The Headlands cafe at Flamborough Head opens at 9am, I know this because I rang them last week to check. It’s only about 4 miles away so I was hoping that I’d sleep in a little later then usual this morning and then set off walking about 8am. No such luck I’m awake, dressed and ready to set off before 6.30am. I took my time as I strolled through the nature reserve following The Headland Way. There’s very little difficulty and I enjoyed the slow walk which meanders closely along the edge of the cliffs. I had several short breaks, not due to any fatigue but I’m just trying to waste some time.

Headlands Cafe

It wasn’t long after 8am when I eventually arrived at Flamborough Head and the Headlands Cafe. It clearly wasn’t open and there’s already a couple of other people waiting outside.

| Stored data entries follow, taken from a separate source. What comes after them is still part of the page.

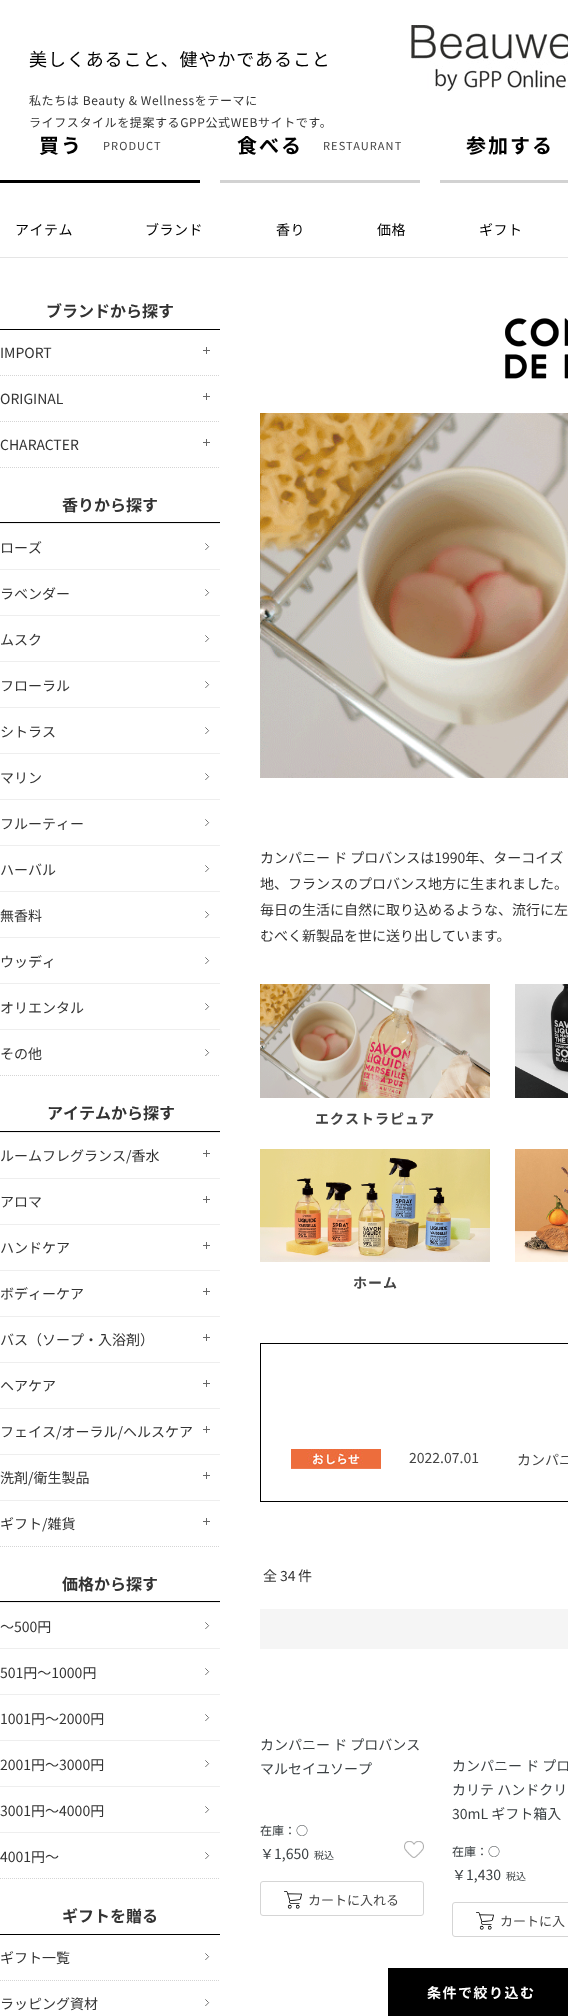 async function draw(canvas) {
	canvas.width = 568;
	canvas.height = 2016;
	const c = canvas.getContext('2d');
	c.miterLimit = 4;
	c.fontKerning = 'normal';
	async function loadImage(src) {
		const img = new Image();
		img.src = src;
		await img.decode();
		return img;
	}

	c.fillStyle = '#fff';
	c.fillRect(0, 0, 568, 2016);
	c.letterSpacing = '0.9px';
	c.font = '18px Noto Sans JP';
	c.fillStyle = '#000';
	c.fillText('美しくあること、健やかであること', 29, 66);
	c.letterSpacing = '0.6px';
	c.font = '12px Noto Sans JP';
	c.fillStyle = '#333';
	c.fillText('私たちは Beauty & Wellnessをテーマに', 29, 105);
	c.fillText('ライフスタイルを提案するGPP公式WEBサイトです。', 29, 127);
	c.drawImage(await loadImage('img1.png'), 411, 25, 157, 66);
	c.fillStyle = '#e5e5e5';
	c.fillRect(0, 257, 568, 1);
	c.fillStyle = '#000';
	c.fillRect(0, 180, 200, 3);
	c.letterSpacing = '2px';
	c.font = 'bold 20px Noto Sans JP';
	c.fillText('買う', 39, 153);
	c.letterSpacing = '1.1px';
	c.font = '11px Noto Sans JP';
	c.fillStyle = '#444';
	c.fillText('PRODUCT', 103, 150);
	c.fillStyle = '#d2d2d2';
	c.fillRect(220, 180, 200, 3);
	c.letterSpacing = '2px';
	c.font = 'bold 20px Noto Sans JP';
	c.fillStyle = '#000';
	c.fillText('食べる', 237, 153);
	c.letterSpacing = '1.1px';
	c.font = '11px Noto Sans JP';
	c.fillStyle = '#444';
	c.fillText('RESTAURANT', 323, 150);
	c.fillStyle = '#d2d2d2';
	c.fillRect(440, 180, 128, 3);
	c.letterSpacing = '2px';
	c.font = 'bold 20px Noto Sans JP';
	c.fillStyle = '#000';
	c.fillText('参加する', 466, 153);
	c.letterSpacing = '0.5px';
	c.font = '14px Noto Sans JP';
	for (const [text, x, y] of [
		['アイテム', 15, 235],
		['ブランド', 145, 235],
		['香り', 276, 235],
		['価格', 377, 235],
		['ギフト', 479, 235],
	]) {
		c.fillText(text, x, y);
	}
	c.fillRect(0, 329, 220, 1);
	c.letterSpacing = '0px';
	c.font = 'bold 16px Noto Sans JP';
	c.fillStyle = '#333';
	c.fillText('ブランドから探す', 46, 317);
	c.beginPath();
	c.moveTo(0, 375.5);
	c.lineTo(220, 375.5);
	c.strokeStyle = '#d5d5d5';
	c.setLineDash([1, 1]);
	c.stroke();
	c.font = '14px Noto Sans JP';
	c.fillText('IMPORT', 0, 358);
	c.fillStyle = '#666';
	c.fillRect(203, 350, 7, 1);
	c.fillRect(206, 347, 1, 7);
	c.beginPath();
	c.moveTo(0, 421.5);
	c.lineTo(220, 421.5);
	c.stroke();
	c.fillStyle = '#333';
	c.fillText('ORIGINAL', 0, 404);
	c.fillStyle = '#666';
	c.fillRect(203, 396, 7, 1);
	c.fillRect(206, 393, 1, 7);
	c.beginPath();
	c.moveTo(0, 467.5);
	c.lineTo(220, 467.5);
	c.stroke();
	c.fillStyle = '#333';
	c.fillText('CHARACTER', 0, 450);
	c.fillStyle = '#666';
	c.fillRect(203, 442, 7, 1);
	c.fillRect(206, 439, 1, 7);
	c.beginPath();
	c.moveTo(0, 1075.5);
	c.lineTo(220, 1075.5);
	c.stroke();
	c.fillStyle = '#000';
	c.fillRect(0, 522, 220, 1);
	c.font = 'bold 16px Noto Sans JP';
	c.fillStyle = '#333';
	c.fillText('香りから探す', 62, 511);
	c.fillStyle = '#eee';
	c.fillRect(0, 523, 220, 1);
	c.drawImage(await loadImage('img2.png'), 205, 543, 5, 7);
	c.font = '14px Noto Sans JP';
	c.fillStyle = '#333';
	c.fillText('ローズ', 0, 553);
	c.fillStyle = '#eee';
	c.fillRect(0, 569, 220, 1);
	c.drawImage(await loadImage('img2.png'), 205, 589, 5, 7);
	c.fillStyle = '#333';
	c.fillText('ラベンダー', 0, 599);
	c.fillStyle = '#eee';
	c.fillRect(0, 615, 220, 1);
	c.drawImage(await loadImage('img2.png'), 205, 635, 5, 7);
	c.fillStyle = '#333';
	c.fillText('ムスク', 0, 645);
	c.fillStyle = '#eee';
	c.fillRect(0, 661, 220, 1);
	c.drawImage(await loadImage('img2.png'), 205, 681, 5, 7);
	c.fillStyle = '#333';
	c.fillText('フローラル', 0, 691);
	c.fillStyle = '#eee';
	c.fillRect(0, 707, 220, 1);
	c.drawImage(await loadImage('img2.png'), 205, 727, 5, 7);
	c.fillStyle = '#333';
	c.fillText('シトラス', 0, 737);
	c.fillStyle = '#eee';
	c.fillRect(0, 753, 220, 1);
	c.drawImage(await loadImage('img2.png'), 205, 773, 5, 7);
	c.fillStyle = '#333';
	c.fillText('マリン', 0, 783);
	c.fillStyle = '#eee';
	c.fillRect(0, 799, 220, 1);
	c.drawImage(await loadImage('img2.png'), 205, 819, 5, 7);
	c.fillStyle = '#333';
	c.fillText('フルーティー', 0, 829);
	c.fillStyle = '#eee';
	c.fillRect(0, 845, 220, 1);
	c.drawImage(await loadImage('img2.png'), 205, 865, 5, 7);
	c.fillStyle = '#333';
	c.fillText('ハーバル', 0, 875);
	c.fillStyle = '#eee';
	c.fillRect(0, 891, 220, 1);
	c.drawImage(await loadImage('img2.png'), 205, 911, 5, 7);
	c.fillStyle = '#333';
	c.fillText('無香料', 0, 921);
	c.fillStyle = '#eee';
	c.fillRect(0, 937, 220, 1);
	c.drawImage(await loadImage('img2.png'), 205, 957, 5, 7);
	c.fillStyle = '#333';
	c.fillText('ウッディ', 0, 967);
	c.fillStyle = '#eee';
	c.fillRect(0, 983, 220, 1);
	c.drawImage(await loadImage('img2.png'), 205, 1003, 5, 7);
	c.fillStyle = '#333';
	c.fillText('オリエンタル', 0, 1013);
	c.fillStyle = '#eee';
	c.fillRect(0, 1029, 220, 1);
	c.drawImage(await loadImage('img2.png'), 205, 1049, 5, 7);
	c.fillStyle = '#333';
	c.fillText('その他', 0, 1059);
	c.beginPath();
	c.moveTo(0, 1546.5);
	c.lineTo(220, 1546.5);
	c.stroke();
	c.fillStyle = '#000';
	c.fillRect(0, 1131, 220, 1);
	c.font = 'bold 16px Noto Sans JP';
	c.fillStyle = '#333';
	c.fillText('アイテムから探す', 47, 1119);
	c.fillStyle = '#eee';
	c.fillRect(0, 1132, 220, 1);
	c.font = '14px Noto Sans JP';
	c.fillStyle = '#333';
	c.fillText('ルームフレグランス/香水', 0, 1161);
	for (const [x, y, w, h, color] of [
		[203, 1153, 7, 1, '#666'],
		[206, 1150, 1, 7, '#666'],
		[0, 1178, 220, 1, '#eee'],
	]) {
		c.fillStyle = color;
		c.fillRect(x, y, w, h);
	}
	c.fillStyle = '#333';
	c.fillText('アロマ', 0, 1207);
	for (const [x, y, w, h, color] of [
		[203, 1199, 7, 1, '#666'],
		[206, 1196, 1, 7, '#666'],
		[0, 1224, 220, 1, '#eee'],
	]) {
		c.fillStyle = color;
		c.fillRect(x, y, w, h);
	}
	c.fillStyle = '#333';
	c.fillText('ハンドケア', 0, 1253);
	for (const [x, y, w, h, color] of [
		[203, 1245, 7, 1, '#666'],
		[206, 1242, 1, 7, '#666'],
		[0, 1270, 220, 1, '#eee'],
	]) {
		c.fillStyle = color;
		c.fillRect(x, y, w, h);
	}
	c.fillStyle = '#333';
	c.fillText('ボディーケア', 0, 1299);
	for (const [x, y, w, h, color] of [
		[203, 1291, 7, 1, '#666'],
		[206, 1288, 1, 7, '#666'],
		[0, 1316, 220, 1, '#eee'],
	]) {
		c.fillStyle = color;
		c.fillRect(x, y, w, h);
	}
	c.fillStyle = '#333';
	c.fillText('バス（ソープ・入浴剤）', 0, 1345);
	for (const [x, y, w, h, color] of [
		[203, 1337, 7, 1, '#666'],
		[206, 1334, 1, 7, '#666'],
		[0, 1362, 220, 1, '#eee'],
	]) {
		c.fillStyle = color;
		c.fillRect(x, y, w, h);
	}
	c.fillStyle = '#333';
	c.fillText('ヘアケア', 0, 1391);
	for (const [x, y, w, h, color] of [
		[203, 1383, 7, 1, '#666'],
		[206, 1380, 1, 7, '#666'],
		[0, 1408, 220, 1, '#eee'],
	]) {
		c.fillStyle = color;
		c.fillRect(x, y, w, h);
	}
	c.fillStyle = '#333';
	c.fillText('フェイス/オーラル/ヘルスケア', 0, 1437);
	for (const [x, y, w, h, color] of [
		[203, 1429, 7, 1, '#666'],
		[206, 1426, 1, 7, '#666'],
		[0, 1454, 220, 1, '#eee'],
	]) {
		c.fillStyle = color;
		c.fillRect(x, y, w, h);
	}
	c.fillStyle = '#333';
	c.fillText('洗剤/衛生製品', 0, 1483);
	for (const [x, y, w, h, color] of [
		[203, 1475, 7, 1, '#666'],
		[206, 1472, 1, 7, '#666'],
		[0, 1500, 220, 1, '#eee'],
	]) {
		c.fillStyle = color;
		c.fillRect(x, y, w, h);
	}
	c.fillStyle = '#333';
	c.fillText('ギフト/雑貨', 0, 1529);
	c.fillStyle = '#666';
	c.fillRect(203, 1521, 7, 1);
	c.fillRect(206, 1518, 1, 7);
	c.beginPath();
	c.moveTo(0, 1878.5);
	c.lineTo(220, 1878.5);
	c.stroke();
	c.fillStyle = '#000';
	c.fillRect(0, 1601, 220, 1);
	c.font = 'bold 16px Noto Sans JP';
	c.fillStyle = '#333';
	c.fillText('価格から探す', 62, 1590);
	c.fillStyle = '#eee';
	c.fillRect(0, 1602, 220, 1);
	c.drawImage(await loadImage('img2.png'), 205, 1622, 5, 7);
	c.font = '14px Noto Sans JP';
	c.fillStyle = '#333';
	c.fillText('～500円', 0, 1632);
	c.fillStyle = '#eee';
	c.fillRect(0, 1648, 220, 1);
	c.drawImage(await loadImage('img2.png'), 205, 1668, 5, 7);
	c.fillStyle = '#333';
	c.fillText('501円～1000円', 0, 1678);
	c.fillStyle = '#eee';
	c.fillRect(0, 1694, 220, 1);
	c.drawImage(await loadImage('img2.png'), 205, 1714, 5, 7);
	c.fillStyle = '#333';
	c.fillText('1001円～2000円', 0, 1724);
	c.fillStyle = '#eee';
	c.fillRect(0, 1740, 220, 1);
	c.drawImage(await loadImage('img2.png'), 205, 1760, 5, 7);
	c.fillStyle = '#333';
	c.fillText('2001円～3000円', 0, 1770);
	c.fillStyle = '#eee';
	c.fillRect(0, 1786, 220, 1);
	c.drawImage(await loadImage('img2.png'), 205, 1806, 5, 7);
	c.fillStyle = '#333';
	c.fillText('3001円～4000円', 0, 1816);
	c.fillStyle = '#eee';
	c.fillRect(0, 1832, 220, 1);
	c.drawImage(await loadImage('img2.png'), 205, 1852, 5, 7);
	c.fillStyle = '#333';
	c.fillText('4001円～', 0, 1862);
	c.fillStyle = '#000';
	c.fillRect(0, 1934, 220, 1);
	c.font = 'bold 16px Noto Sans JP';
	c.fillStyle = '#333';
	c.fillText('ギフトを贈る', 62, 1922);
	c.beginPath();
	c.moveTo(0, 1980.5);
	c.lineTo(220, 1980.5);
	c.stroke();
	c.drawImage(await loadImage('img2.png'), 205, 1953, 5, 7);
	c.font = '14px Noto Sans JP';
	c.fillText('ギフト一覧', 0, 1963);
	c.drawImage(await loadImage('img2.png'), 205, 1999, 5, 7);
	c.fillText('ラッピング資材', 0, 2009);
	c.fillStyle = '#000';
	c.fillRect(388, 1968, 180, 48);
	c.letterSpacing = '1.5px';
	c.font = 'bold 14px Noto Sans JP';
	c.fillStyle = '#fff';
	c.fillText('条件で絞り込む', 427, 1998);
	c.drawImage(await loadImage('img3.png'), 505, 318, 63, 61);
	c.drawImage(await loadImage('img4.png'), 260, 413, 308, 365);
	c.letterSpacing = '0px';
	c.font = '14px Noto Sans JP';
	c.fillStyle = '#333';
	for (const [text, x, y] of [
		['カンパニー ド プロバンスは1990年、ターコイズ', 260, 863],
		['地、フランスのプロバンス地方に生まれました。', 260, 889],
		['毎日の生活に自然に取り込めるような、流行に左', 260, 915],
		['むべく新製品を世に送り出しています。', 260, 941],
	]) {
		c.fillText(text, x, y);
	}
	c.drawImage(await loadImage('img5.png'), 515, 984, 53, 114);
	c.drawImage(await loadImage('img6.png'), 260, 984, 230, 114);
	c.letterSpacing = '1px';
	c.font = 'bold 14px Noto Sans JP';
	c.fillStyle = '#444';
	c.fillText('エクストラピュア', 315, 1124);
	c.drawImage(await loadImage('img7.png'), 515, 1149, 53, 113);
	c.drawImage(await loadImage('img8.png'), 260, 1149, 230, 113);
	c.fillText('ホーム', 353, 1288);
	c.strokeStyle = '#000';
	c.setLineDash([]);
	c.strokeRect(260.5, 1343.5, 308, 158);
	c.drawImage(await loadImage('img9.png'), 291, 1449, 90, 20);
	c.letterSpacing = '0px';
	c.font = '14px Noto Sans JP';
	c.fillText('2022.07.01', 409, 1463);
	c.fillText('カンパニ', 517, 1465);
	c.fillStyle = '#333';
	for (const [text, x, y] of [
		['全', 263, 1581],
		['34', 280, 1581],
		['件', 298, 1581],
	]) {
		c.fillText(text, x, y);
	}
	c.fillStyle = '#f5f5f5';
	c.fillRect(260, 1609, 308, 40);
	c.fillStyle = '#3b4043';
	c.fillText('カンパニー ド プロバンス', 260, 1750);
	c.fillText('マルセイユソープ', 260, 1774);
	c.font = '12px Noto Sans JP';
	c.fillText('在庫：○', 260, 1835);
	c.font = '14px Noto Sans JP';
	c.fillText('￥1,650', 260, 1859);
	c.font = '10px Noto Sans JP';
	c.fillText('税込', 314, 1859);
	c.drawImage(await loadImage('img10.png'), 404, 1841, 20, 17);
	c.beginPath();
	c.roundRect(260.5, 1881.5, 163, 34, 2.5);
	c.strokeStyle = '#d5d5d5';
	c.stroke();
	c.drawImage(await loadImage('img11.png'), 284, 1891, 18, 18);
	c.font = '13px Noto Sans JP';
	c.fillStyle = '#444';
	c.fillText('カートに入れる', 308, 1905);
	c.font = '14px Noto Sans JP';
	c.fillStyle = '#3b4043';
	for (const [text, x, y] of [
		['カンパニー ド プロ', 452, 1771],
		['カリテ ハンドクリ', 452, 1795],
		['30mL ギフト箱入', 452, 1819],
	]) {
		c.fillText(text, x, y);
	}
	c.font = '12px Noto Sans JP';
	c.fillText('在庫：○', 452, 1856);
	c.font = '14px Noto Sans JP';
	c.fillText('￥1,430', 452, 1880);
	c.font = '10px Noto Sans JP';
	c.fillText('税込', 506, 1880);
	c.beginPath();
	c.roundRect(452.5, 1902.5, 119, 34, 2.5);
	c.stroke();
	c.drawImage(await loadImage('img11.png'), 476, 1912, 18, 18);
	c.font = '13px Noto Sans JP';
	c.fillStyle = '#444';
	c.fillText('カートに入', 500, 1926);
}

draw(document.querySelector('canvas'));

I dumped myself onto a seat overlooking Selwicks Bay and settled down for a long wait. The couple only waited a further 15 minutes before losing patience, jumping into their vehicle and driving away. It was unfortunate for them, less then a minute later a women appeared from inside the Flamborough lighthouse and immediately opened the doors to the cafe. I promptly order myself a hot coffee and settled into another seat whilst they warmed up the oven and cooked my breakfast. I spent over an hour in the cafe, enjoyed a delicious breakfast which should keep me going for the rest of today. It was raining steadily when I started walking again The path on the South side of Flamborough Head is nice and level and with a belly full of food I was moving along much more quickly then earlier. I’d spent a day and a half walking along the cliffs with sea birds for company and was looking forwards to a change of scenery when reaching the sand of Bridlington Bay. I initially stuck to the promenade before then heading into Bridlington town centre to find somewhere to rest. As usual I hunted out the nearest Wetherspoons. I found the ‘Prior John’ one street away from the coast and I had another extended break and several cups of coffee.

Another road wash’s away

I later wandered around the shopping area of Bridlington to pick up some food for later and also grabbed some items from Sports Direct. Just after passing South Pier I took to the beach with hundreds of other people for company. As I moved along the beach the numbers of people encountered steadily dropped until only the occasional dog walker was met. After about 3 miles the sandy beach turned to rocks and became more difficult to walk across. I could also see dark clouds developing so I took to the path along the dunes. Minutes later it began to rain fairly heavily, I could see an old WW2 pill box ahead so sped towards this hoping to hide inside whilst the rain passed me by. The Pill box provided the necessary shelter to keep me dry for the next 20 minutes. I then carried on walking and an hour later I arrived at Cliff House caravan park. I had been a little concerned about drying my wet tent but luckily found a launderette and paid my £2.50 for the 45 minutes of spin drying.

Scary clouds overhead.

The next hour would be one of the scariest encountered during any of my past walks. Leaving the caravan park, I was nice and dry, the weather had cleared and the sky was blue, excellent. I cleared the older caravans that are dotted along this part of the coast and headed into the solitude. Ten minutes later I looked over to my right, inland and saw the darkest band of cloud I’d ever seen and it was heading towards me. Minutes later the sound of thunder and the occasional crack of lightening appeared in the sky. The rain initially started very lightly but knowing that it was probably going to get heavier I began to look for somewhere to shelter. I could see a couple of caravans on the coast in the distance so I literally ran towards them. Just before reaching the caravans the heavens opened and I was instantly soaked.

Pill Box shelter

I leapt over the fence and stood up against the side of the caravan as close as I could get, hoping nobody was inside. For 20 minutes I watched as the clouds moved overhead and eventually the rain stopped, I was pleased that the isolated caravan hadn’t been hit by the lightening. For the next 4 miles I trudged along on the now wet ground. I was fortunate enough to find a shop at Grange Park caravan park and grabbed some sandwiched and more fizzy pop. A little further South I found another caravan park and noticed a few small tents. I knocked on the owners front door, paid my £12 and had a beautiful hot shower before finally settling down in my tent with my cold sandwiches and carbonated drink.